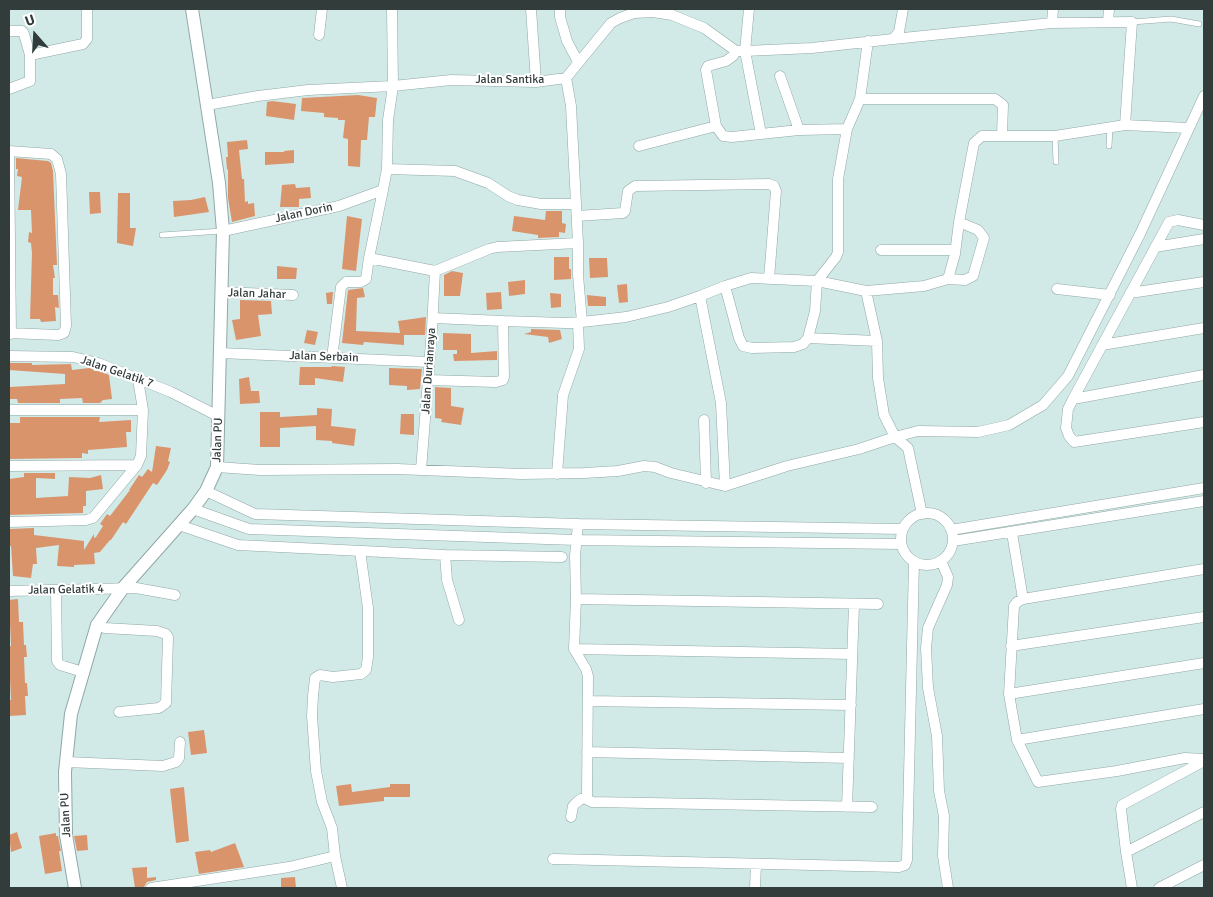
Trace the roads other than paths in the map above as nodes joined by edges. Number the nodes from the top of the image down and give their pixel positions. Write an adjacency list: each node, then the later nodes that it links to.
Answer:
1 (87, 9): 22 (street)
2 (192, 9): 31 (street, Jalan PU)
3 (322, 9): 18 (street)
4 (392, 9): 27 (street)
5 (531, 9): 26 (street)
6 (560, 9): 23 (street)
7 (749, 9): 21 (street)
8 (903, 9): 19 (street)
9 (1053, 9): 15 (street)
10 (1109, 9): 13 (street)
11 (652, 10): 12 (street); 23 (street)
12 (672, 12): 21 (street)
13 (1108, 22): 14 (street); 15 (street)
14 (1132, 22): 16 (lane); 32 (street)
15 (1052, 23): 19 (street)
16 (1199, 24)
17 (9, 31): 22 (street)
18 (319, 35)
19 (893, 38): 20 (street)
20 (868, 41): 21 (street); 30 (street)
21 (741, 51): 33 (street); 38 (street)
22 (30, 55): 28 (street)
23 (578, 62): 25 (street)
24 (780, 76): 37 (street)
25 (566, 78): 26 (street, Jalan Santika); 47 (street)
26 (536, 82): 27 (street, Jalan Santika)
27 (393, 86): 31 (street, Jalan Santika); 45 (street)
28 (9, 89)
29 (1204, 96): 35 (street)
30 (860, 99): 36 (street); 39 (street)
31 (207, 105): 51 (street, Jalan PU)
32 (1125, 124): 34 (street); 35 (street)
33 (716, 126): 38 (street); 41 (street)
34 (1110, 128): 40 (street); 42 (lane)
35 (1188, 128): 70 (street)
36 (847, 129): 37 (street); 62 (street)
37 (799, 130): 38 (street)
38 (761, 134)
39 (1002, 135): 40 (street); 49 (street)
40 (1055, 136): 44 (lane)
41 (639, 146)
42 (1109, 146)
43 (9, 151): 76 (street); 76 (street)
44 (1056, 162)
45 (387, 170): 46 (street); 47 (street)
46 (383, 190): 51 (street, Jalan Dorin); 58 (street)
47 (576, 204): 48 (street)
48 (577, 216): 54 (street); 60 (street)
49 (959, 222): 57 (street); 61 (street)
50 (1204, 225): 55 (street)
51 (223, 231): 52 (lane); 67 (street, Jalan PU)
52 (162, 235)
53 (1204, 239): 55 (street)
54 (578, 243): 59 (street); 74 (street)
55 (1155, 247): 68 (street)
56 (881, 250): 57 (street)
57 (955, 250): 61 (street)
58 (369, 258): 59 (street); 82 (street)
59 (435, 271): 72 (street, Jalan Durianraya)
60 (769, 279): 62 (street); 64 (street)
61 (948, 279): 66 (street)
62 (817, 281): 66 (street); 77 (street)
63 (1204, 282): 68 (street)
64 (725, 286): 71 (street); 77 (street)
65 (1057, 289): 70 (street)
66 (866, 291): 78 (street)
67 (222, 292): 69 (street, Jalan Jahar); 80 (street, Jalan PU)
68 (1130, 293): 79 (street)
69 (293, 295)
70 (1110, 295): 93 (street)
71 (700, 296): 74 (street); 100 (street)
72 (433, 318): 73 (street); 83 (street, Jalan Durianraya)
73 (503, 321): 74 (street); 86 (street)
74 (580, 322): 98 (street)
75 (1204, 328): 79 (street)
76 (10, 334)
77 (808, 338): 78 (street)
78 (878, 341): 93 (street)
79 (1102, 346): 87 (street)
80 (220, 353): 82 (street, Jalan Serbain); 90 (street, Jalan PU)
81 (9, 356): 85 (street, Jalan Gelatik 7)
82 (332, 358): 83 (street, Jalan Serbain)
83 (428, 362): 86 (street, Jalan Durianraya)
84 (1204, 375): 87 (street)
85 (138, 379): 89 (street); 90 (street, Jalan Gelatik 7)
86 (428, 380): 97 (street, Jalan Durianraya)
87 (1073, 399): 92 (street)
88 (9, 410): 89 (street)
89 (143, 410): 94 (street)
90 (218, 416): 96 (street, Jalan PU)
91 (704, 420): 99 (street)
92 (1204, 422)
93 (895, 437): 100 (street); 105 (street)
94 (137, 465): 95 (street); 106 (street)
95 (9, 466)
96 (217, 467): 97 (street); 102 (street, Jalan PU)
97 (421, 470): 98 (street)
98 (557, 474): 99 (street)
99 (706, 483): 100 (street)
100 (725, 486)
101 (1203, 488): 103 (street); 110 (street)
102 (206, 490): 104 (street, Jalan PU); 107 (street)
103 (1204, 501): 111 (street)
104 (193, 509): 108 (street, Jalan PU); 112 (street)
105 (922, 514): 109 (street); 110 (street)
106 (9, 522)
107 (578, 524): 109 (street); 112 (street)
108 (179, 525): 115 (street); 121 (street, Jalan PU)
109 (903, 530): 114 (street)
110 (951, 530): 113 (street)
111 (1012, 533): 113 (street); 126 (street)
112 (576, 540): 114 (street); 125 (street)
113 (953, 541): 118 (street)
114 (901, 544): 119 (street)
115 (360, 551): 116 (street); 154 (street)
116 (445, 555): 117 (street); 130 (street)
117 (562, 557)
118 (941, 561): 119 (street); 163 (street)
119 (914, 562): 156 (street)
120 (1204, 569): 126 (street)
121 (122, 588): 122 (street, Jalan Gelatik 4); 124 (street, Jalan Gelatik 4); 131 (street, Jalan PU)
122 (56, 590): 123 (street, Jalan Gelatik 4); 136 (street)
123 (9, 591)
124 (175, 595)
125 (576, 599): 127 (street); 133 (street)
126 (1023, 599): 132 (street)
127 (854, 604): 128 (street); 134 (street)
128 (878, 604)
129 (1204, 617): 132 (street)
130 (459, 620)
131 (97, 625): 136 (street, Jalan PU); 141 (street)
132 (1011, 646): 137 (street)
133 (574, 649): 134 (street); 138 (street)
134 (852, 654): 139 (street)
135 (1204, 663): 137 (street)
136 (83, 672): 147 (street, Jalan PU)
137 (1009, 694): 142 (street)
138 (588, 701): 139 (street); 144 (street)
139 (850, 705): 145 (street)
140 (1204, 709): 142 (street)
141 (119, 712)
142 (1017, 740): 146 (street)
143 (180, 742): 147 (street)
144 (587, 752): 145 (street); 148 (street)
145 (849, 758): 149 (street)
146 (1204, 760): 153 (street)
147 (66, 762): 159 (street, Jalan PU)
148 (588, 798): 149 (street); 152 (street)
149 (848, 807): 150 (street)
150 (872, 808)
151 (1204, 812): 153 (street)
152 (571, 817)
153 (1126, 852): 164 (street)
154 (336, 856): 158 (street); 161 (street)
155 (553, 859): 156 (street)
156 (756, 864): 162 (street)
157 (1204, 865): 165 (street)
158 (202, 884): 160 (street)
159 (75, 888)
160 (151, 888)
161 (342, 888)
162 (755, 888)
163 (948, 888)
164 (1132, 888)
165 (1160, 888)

· · ·

▸ What you are asked to do:
Which of the lines in the data hold the string "Serbain"? Report each of them by copying it.

▸ Solution to the problem:
80 (220, 353): 82 (street, Jalan Serbain); 90 (street, Jalan PU)
82 (332, 358): 83 (street, Jalan Serbain)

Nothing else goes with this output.